What is required |
Below are the records; restate all of them word for word.

Provided entries: Begin

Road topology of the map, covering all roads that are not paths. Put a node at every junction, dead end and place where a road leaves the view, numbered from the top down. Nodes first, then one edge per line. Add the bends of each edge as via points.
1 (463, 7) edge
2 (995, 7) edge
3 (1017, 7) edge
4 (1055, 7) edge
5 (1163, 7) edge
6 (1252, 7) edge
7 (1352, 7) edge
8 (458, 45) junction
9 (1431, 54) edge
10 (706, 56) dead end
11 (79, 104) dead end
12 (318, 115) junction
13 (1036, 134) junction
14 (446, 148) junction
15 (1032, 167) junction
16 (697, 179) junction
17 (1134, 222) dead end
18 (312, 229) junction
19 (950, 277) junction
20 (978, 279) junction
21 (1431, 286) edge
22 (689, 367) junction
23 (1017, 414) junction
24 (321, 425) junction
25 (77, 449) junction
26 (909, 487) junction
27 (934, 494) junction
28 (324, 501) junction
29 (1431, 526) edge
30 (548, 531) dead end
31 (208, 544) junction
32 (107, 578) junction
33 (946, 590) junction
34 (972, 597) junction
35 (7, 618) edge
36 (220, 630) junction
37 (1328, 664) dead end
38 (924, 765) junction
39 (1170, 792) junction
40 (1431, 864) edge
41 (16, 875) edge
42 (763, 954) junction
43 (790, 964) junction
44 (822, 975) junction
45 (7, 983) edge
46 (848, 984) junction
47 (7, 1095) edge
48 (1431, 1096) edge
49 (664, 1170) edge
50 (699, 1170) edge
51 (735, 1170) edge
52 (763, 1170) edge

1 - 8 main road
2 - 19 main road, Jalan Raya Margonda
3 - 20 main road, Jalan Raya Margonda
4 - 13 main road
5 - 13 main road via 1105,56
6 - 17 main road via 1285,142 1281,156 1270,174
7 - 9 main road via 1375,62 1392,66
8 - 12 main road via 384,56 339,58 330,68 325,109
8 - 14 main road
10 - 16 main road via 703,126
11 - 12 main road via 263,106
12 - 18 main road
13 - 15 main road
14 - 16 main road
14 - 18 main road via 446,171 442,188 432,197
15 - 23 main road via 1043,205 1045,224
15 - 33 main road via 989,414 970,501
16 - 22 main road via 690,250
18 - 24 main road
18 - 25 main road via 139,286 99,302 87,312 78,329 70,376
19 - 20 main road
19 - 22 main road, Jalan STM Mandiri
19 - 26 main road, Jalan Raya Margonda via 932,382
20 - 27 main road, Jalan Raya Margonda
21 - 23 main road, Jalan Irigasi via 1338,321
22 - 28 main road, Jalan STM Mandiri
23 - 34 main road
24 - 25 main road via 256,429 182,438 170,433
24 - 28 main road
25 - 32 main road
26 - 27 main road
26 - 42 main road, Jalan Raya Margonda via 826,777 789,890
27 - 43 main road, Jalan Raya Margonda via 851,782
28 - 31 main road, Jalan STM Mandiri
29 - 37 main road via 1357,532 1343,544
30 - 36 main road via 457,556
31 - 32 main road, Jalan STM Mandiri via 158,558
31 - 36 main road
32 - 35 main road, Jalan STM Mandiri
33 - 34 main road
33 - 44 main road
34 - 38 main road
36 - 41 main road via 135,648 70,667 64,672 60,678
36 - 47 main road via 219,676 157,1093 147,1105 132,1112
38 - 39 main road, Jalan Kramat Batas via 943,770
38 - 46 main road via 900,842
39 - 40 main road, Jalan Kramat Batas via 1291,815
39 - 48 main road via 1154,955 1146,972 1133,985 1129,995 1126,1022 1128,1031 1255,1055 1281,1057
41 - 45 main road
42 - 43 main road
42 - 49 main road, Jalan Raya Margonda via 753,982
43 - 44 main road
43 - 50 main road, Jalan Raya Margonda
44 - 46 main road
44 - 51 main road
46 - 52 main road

Provided entries: End

Output for this exercise |
Road topology of the map, covering all roads that are not paths. Put a node at every junction, dead end and place where a road leaves the view, numbered from the top down. Nodes first, then one edge per line. Add the bends of each edge as via points.
1 (463, 7) edge
2 (995, 7) edge
3 (1017, 7) edge
4 (1055, 7) edge
5 (1163, 7) edge
6 (1252, 7) edge
7 (1352, 7) edge
8 (458, 45) junction
9 (1431, 54) edge
10 (706, 56) dead end
11 (79, 104) dead end
12 (318, 115) junction
13 (1036, 134) junction
14 (446, 148) junction
15 (1032, 167) junction
16 (697, 179) junction
17 (1134, 222) dead end
18 (312, 229) junction
19 (950, 277) junction
20 (978, 279) junction
21 (1431, 286) edge
22 (689, 367) junction
23 (1017, 414) junction
24 (321, 425) junction
25 (77, 449) junction
26 (909, 487) junction
27 (934, 494) junction
28 (324, 501) junction
29 (1431, 526) edge
30 (548, 531) dead end
31 (208, 544) junction
32 (107, 578) junction
33 (946, 590) junction
34 (972, 597) junction
35 (7, 618) edge
36 (220, 630) junction
37 (1328, 664) dead end
38 (924, 765) junction
39 (1170, 792) junction
40 (1431, 864) edge
41 (16, 875) edge
42 (763, 954) junction
43 (790, 964) junction
44 (822, 975) junction
45 (7, 983) edge
46 (848, 984) junction
47 (7, 1095) edge
48 (1431, 1096) edge
49 (664, 1170) edge
50 (699, 1170) edge
51 (735, 1170) edge
52 (763, 1170) edge

1 - 8 main road
2 - 19 main road, Jalan Raya Margonda
3 - 20 main road, Jalan Raya Margonda
4 - 13 main road
5 - 13 main road via 1105,56
6 - 17 main road via 1285,142 1281,156 1270,174
7 - 9 main road via 1375,62 1392,66
8 - 12 main road via 384,56 339,58 330,68 325,109
8 - 14 main road
10 - 16 main road via 703,126
11 - 12 main road via 263,106
12 - 18 main road
13 - 15 main road
14 - 16 main road
14 - 18 main road via 446,171 442,188 432,197
15 - 23 main road via 1043,205 1045,224
15 - 33 main road via 989,414 970,501
16 - 22 main road via 690,250
18 - 24 main road
18 - 25 main road via 139,286 99,302 87,312 78,329 70,376
19 - 20 main road
19 - 22 main road, Jalan STM Mandiri
19 - 26 main road, Jalan Raya Margonda via 932,382
20 - 27 main road, Jalan Raya Margonda
21 - 23 main road, Jalan Irigasi via 1338,321
22 - 28 main road, Jalan STM Mandiri
23 - 34 main road
24 - 25 main road via 256,429 182,438 170,433
24 - 28 main road
25 - 32 main road
26 - 27 main road
26 - 42 main road, Jalan Raya Margonda via 826,777 789,890
27 - 43 main road, Jalan Raya Margonda via 851,782
28 - 31 main road, Jalan STM Mandiri
29 - 37 main road via 1357,532 1343,544
30 - 36 main road via 457,556
31 - 32 main road, Jalan STM Mandiri via 158,558
31 - 36 main road
32 - 35 main road, Jalan STM Mandiri
33 - 34 main road
33 - 44 main road
34 - 38 main road
36 - 41 main road via 135,648 70,667 64,672 60,678
36 - 47 main road via 219,676 157,1093 147,1105 132,1112
38 - 39 main road, Jalan Kramat Batas via 943,770
38 - 46 main road via 900,842
39 - 40 main road, Jalan Kramat Batas via 1291,815
39 - 48 main road via 1154,955 1146,972 1133,985 1129,995 1126,1022 1128,1031 1255,1055 1281,1057
41 - 45 main road
42 - 43 main road
42 - 49 main road, Jalan Raya Margonda via 753,982
43 - 44 main road
43 - 50 main road, Jalan Raya Margonda
44 - 46 main road
44 - 51 main road
46 - 52 main road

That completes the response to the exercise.